Most of his ventures are part of Ripken Baseball, a holding company. "We're in this business of creating experiences," Ripken said. "We create content."

Ripken has expanded his empire much the same way he created his baseball legend -- one step, one day at a time -- since partnering with Aberdeen and Harford County to build Ripken Stadium five years ago. He went on to build several baseball fields next door, where he holds lucrative clinics and tournaments throughout the year. He owns not only the IronBirds but, for the past year, the Augusta (Ga.) GreenJackets, a Class A affiliate of the San Francisco Giants. He launched Ripken Experience, a youth baseball complex in Myrtle Beach, S.C., last June, which offers an experience similar to that of the campus in Aberdeen.
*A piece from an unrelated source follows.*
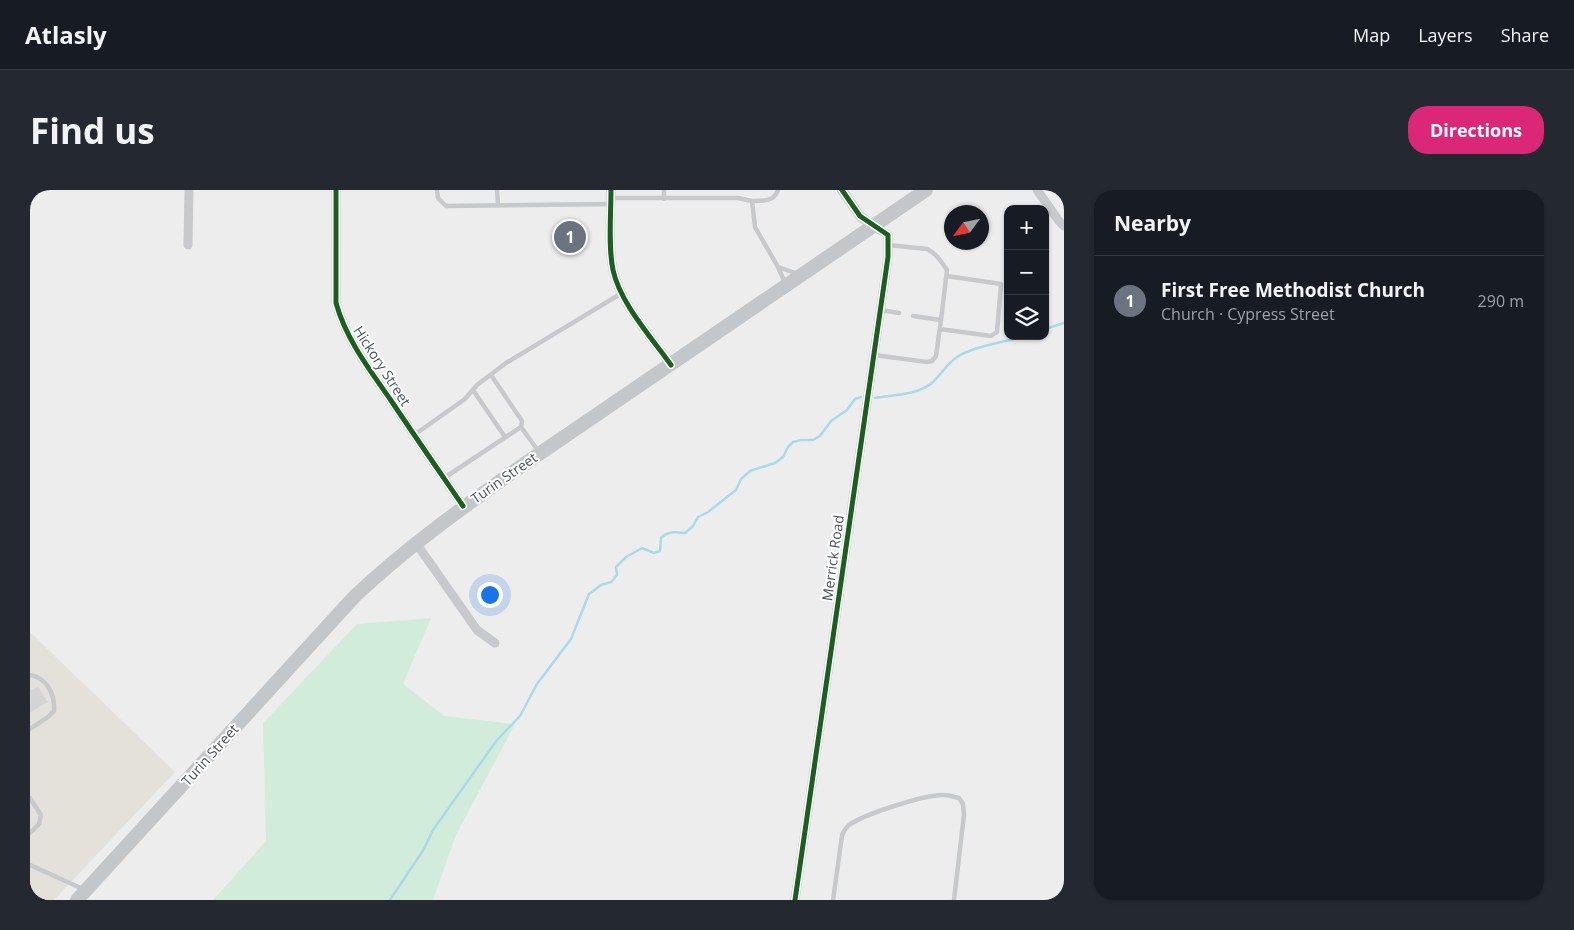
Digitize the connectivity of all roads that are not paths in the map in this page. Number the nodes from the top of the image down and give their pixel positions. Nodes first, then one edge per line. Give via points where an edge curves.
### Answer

A 196-room Marriott Hotel will open at the Aberdeen campus in April.

"We have a long-term approach," Ripken said. "It takes a while to seed those [clinic and tournament] businesses and get the word out that this is a great place to play baseball and compete. But our tournaments are starting to build up, and so is our reputation and the quality of our fields. We don't take a short-term approach to something and hope to get the money back right now. We want to do it well, and we want to do it right, and we're willing to be in business for a long time."

Chris Flannery, Ripken Baseball's chief operating officer, said he is concerned with how Aberdeen's losses from Ripken Stadium reflect on Ripken Baseball, which pays $1 a year for use of the facility and keeps the money generated from the games.

Nearby development that was supposed to generate enough revenue to cover the municipality's debt has not materialized. A spokesman for Aberdeen Mayor S. Fred Simmons said he was not available.

"We've signed a 40-year lease and put $7 million into the stadium," said Flannery, adding that 300,000 people attended events at the stadium and surrounding youth baseball fields last year, producing $17 million in economic impact. "The city is financially not where they'd like to be. We're looking for a long-term solution that's a win for us and a win for them."